The White House has taken a multilateral approach to combating ISIL. In addition to conducting airstrikes, “President Obama has authorized the deployment of approximately 3,100 U.S. military personnel to Iraq for the purpose of advising Iraqi forces, gathering intelligence on the Islamic State, and securing U.S. personnel and facilities” (Katzman, et al., 2015). Two-thirds of the military personnel in Iraq advise and train the Iraq Security forces and the Kurdish Peshmerga, both are essential for ground operations against ISIL. The United States has also sought to stem the flow of foreign fighters and funds to further degrade the Islamic States’ military and administrative capabilities. “The United States seeks to disrupt the group’s revenue streams by targeting those who refine, transport, handle, or sell IS oil” (Katzman, et al., 2015).

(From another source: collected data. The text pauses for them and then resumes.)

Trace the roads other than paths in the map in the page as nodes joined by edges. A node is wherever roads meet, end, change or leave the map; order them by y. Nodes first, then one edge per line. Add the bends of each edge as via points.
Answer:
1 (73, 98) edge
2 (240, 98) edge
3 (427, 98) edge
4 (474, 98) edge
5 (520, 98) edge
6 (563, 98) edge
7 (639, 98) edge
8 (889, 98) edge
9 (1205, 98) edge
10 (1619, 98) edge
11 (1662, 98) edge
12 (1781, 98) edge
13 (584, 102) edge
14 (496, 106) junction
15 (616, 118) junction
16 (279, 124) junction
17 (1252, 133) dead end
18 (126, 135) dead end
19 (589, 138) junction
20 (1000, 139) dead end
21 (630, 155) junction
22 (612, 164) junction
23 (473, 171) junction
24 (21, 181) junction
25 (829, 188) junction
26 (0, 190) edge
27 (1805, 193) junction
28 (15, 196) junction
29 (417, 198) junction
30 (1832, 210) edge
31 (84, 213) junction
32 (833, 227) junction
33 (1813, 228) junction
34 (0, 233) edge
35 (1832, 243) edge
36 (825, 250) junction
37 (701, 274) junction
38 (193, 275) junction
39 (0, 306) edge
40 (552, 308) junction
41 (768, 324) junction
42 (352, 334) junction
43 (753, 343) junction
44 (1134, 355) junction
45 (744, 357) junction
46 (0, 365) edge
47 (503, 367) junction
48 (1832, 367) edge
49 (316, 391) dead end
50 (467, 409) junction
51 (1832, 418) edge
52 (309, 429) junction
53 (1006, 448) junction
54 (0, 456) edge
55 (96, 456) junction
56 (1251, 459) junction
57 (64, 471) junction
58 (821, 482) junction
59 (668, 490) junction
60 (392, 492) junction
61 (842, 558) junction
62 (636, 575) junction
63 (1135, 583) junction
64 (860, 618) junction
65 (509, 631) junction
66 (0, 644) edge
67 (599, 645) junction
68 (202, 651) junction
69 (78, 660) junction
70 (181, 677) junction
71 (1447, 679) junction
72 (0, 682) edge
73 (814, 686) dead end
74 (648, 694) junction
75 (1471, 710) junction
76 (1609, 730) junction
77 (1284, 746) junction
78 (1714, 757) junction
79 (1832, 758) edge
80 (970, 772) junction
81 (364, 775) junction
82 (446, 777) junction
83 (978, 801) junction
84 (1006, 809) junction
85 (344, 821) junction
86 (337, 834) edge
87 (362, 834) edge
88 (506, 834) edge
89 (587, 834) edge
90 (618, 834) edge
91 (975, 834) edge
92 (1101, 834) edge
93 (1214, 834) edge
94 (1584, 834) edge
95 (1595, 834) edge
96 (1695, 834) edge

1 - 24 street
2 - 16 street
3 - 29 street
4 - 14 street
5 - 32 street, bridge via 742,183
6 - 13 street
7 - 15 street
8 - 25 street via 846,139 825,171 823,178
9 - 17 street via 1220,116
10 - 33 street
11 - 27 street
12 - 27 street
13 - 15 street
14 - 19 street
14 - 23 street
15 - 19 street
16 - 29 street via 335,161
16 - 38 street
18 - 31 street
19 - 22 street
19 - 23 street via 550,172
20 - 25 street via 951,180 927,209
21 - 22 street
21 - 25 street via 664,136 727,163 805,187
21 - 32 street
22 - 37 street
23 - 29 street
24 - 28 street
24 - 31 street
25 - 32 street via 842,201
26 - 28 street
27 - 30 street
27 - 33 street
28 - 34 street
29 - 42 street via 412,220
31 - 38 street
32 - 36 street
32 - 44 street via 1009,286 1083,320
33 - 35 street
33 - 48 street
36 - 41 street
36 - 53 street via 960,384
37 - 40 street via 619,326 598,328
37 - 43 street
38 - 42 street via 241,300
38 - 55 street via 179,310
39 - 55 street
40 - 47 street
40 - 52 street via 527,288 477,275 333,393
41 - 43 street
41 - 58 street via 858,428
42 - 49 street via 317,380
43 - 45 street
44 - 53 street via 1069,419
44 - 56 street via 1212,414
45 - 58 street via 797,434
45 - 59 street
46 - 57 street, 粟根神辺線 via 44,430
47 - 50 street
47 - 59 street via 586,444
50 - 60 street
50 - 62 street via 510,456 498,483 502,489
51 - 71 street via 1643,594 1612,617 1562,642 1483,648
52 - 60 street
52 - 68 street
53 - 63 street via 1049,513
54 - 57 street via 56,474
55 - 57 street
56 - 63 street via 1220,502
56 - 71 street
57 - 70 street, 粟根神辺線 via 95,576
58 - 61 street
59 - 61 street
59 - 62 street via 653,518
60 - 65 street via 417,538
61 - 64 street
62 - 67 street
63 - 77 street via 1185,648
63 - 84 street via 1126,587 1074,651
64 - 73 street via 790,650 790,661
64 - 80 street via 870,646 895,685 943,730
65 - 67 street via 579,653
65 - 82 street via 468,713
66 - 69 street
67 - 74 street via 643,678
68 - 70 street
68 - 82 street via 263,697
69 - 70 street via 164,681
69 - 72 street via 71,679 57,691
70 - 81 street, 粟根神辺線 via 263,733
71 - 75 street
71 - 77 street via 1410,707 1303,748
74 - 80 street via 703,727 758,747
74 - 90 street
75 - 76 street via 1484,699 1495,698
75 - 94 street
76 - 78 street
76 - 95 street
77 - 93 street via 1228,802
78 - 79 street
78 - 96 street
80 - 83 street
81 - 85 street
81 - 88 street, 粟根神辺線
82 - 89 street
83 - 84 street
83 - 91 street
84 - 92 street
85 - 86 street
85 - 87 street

In addition to disrupting the Islamic States’ oil revenues, the United States seeks to disrupt funds flowing through financial institutions, “the United States aims to restrict the Islamic State’s access to the international financial system and to limit its ability to move, store, and use funds it acquires locally” (Katzman, et al., 2015). Reducing ISIL’s flow of funds and troops is essential for the success of the U.S. led coalition. If carried out successfully, these initiatives will cripple ISIL’s ability to operate.

To maintain a state of peace in the Middle East, the United States must reform its foreign and military policies, emphasizing humanitarian aid and diplomacy rather than military action. If the United States is to win the hearts and minds of the world, it must do so with humanitarian fulfillments, not acts of violence. “Surely, the surprises, disappointments, and woeful even shameful failures of the Iraq War make clear the need to rethink the fundamentals of U.S. military policy” (Bacevich, 2013).

The amount of money spent combating enemies that seemingly pose no direct threat to national security could be better utilized at home and abroad. Humanitarian aid distributed by the U.S. throughout the Middle East, instead of bombs and bullets, would remove the legitimacy of the claims made by radicalized Islamic militant groups fighting the United States. The approach would weaken the Islamic States’ ability to recruit additional fighters and intensify the prospect of the general population rejecting the terrorist groups reign.

Reference List

Bacevich, A J. (2013). The new American militarism: How Americans are seduced by war. New York: Oxford University Press.

Barash, D. P. & Webel, C. (2002). Peace and conflict studies. Thousand Oaks: Sage Publications.

Burnham, G., Lafta, R., Doocy, S., & Roberts, L. (2006). Mortality after the 2003 invasion of Iraq: A cross-sectional cluster sample survey. The Lancet 368.9545, 1421-428.

Egan, B. J. (2015). JOINT RESOLUTION.

Hashim, A. S. (2002). The Islamic State: From al-Qaeda affiliate to caliphate. Middle East Policy, 21, 69–83.

Hogg, M. A., Kruglanski, A., & Den Bos, K. V. (2013). Uncertainty and the roots of extremism. Journal of Social Issues, 69/3, 407-418.

Katzman, K, Blanchard, C. M., Humud, C. E., Margesson, R., & Weed, M. C. (2015). The “Islamic State” Crisis and U.S. Policy. Web. 4 Mar. 2015

Marshall, R. (2014). ISIS: A new adversary in an endless war. Washington Report On Middle East Affairs 33/8, 8-10.